[Saved entries]
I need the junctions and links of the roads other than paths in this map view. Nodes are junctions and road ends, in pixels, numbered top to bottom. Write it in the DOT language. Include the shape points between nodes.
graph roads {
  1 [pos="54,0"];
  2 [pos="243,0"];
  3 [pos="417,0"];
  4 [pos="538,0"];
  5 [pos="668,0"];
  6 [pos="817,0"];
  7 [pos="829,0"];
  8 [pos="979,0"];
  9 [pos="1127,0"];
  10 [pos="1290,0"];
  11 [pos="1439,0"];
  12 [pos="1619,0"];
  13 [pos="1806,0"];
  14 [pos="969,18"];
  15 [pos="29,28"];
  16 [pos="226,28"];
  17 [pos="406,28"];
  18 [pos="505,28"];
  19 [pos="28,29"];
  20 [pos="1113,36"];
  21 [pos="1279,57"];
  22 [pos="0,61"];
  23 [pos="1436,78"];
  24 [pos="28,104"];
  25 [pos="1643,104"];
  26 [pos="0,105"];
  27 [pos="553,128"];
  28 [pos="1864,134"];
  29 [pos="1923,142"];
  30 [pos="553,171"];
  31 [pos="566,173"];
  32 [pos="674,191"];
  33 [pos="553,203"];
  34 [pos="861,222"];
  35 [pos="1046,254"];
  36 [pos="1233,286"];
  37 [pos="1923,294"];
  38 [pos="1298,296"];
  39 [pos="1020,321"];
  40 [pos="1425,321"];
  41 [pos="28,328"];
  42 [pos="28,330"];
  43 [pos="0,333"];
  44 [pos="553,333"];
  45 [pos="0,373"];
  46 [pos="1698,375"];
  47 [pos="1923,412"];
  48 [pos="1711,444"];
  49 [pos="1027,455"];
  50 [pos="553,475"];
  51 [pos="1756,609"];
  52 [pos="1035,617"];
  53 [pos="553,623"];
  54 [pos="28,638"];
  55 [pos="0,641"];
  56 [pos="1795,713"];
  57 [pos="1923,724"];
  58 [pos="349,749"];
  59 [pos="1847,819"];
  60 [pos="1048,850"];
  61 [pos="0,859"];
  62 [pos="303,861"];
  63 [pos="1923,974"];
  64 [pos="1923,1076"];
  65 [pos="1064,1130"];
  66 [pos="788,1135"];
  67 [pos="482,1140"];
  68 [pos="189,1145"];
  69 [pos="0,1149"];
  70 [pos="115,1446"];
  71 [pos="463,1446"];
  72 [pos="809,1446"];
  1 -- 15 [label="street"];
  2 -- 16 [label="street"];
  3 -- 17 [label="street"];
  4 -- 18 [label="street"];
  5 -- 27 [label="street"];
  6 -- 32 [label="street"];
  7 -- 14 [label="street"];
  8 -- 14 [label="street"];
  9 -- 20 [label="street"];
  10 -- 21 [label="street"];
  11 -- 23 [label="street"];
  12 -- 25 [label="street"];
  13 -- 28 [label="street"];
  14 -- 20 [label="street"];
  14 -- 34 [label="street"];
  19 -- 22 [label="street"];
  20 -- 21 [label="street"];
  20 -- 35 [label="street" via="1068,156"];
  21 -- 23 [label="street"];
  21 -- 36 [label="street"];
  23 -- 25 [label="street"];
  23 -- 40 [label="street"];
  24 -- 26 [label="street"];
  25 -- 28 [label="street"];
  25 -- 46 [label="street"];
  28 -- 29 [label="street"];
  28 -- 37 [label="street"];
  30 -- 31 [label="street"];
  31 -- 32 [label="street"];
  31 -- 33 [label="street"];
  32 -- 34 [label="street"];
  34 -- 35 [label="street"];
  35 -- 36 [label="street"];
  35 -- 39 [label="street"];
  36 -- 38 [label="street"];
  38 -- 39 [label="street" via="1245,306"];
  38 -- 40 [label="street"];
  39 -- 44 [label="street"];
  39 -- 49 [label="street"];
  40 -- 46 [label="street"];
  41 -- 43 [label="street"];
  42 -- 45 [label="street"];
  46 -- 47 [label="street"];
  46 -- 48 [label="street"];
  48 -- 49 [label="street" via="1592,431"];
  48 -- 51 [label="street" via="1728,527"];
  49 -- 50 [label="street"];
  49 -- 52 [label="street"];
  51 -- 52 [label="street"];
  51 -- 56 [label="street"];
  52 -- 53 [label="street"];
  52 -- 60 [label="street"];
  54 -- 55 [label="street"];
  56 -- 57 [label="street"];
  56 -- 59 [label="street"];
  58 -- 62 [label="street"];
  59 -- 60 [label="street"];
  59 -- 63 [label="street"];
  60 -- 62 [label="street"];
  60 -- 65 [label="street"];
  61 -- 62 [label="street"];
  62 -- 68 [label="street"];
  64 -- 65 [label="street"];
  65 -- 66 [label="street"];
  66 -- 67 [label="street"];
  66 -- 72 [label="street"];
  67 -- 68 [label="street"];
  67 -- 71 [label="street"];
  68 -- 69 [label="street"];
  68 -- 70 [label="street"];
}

Aim of the exercise — Lines that hold "roads" are the ones to copy, so pick each out from the data.

Finished task —
I need the junctions and links of the roads other than paths in this map view. Nodes are junctions and road ends, in pixels, numbered top to bottom. Write it in the DOT language. Include the shape points between nodes.
graph roads {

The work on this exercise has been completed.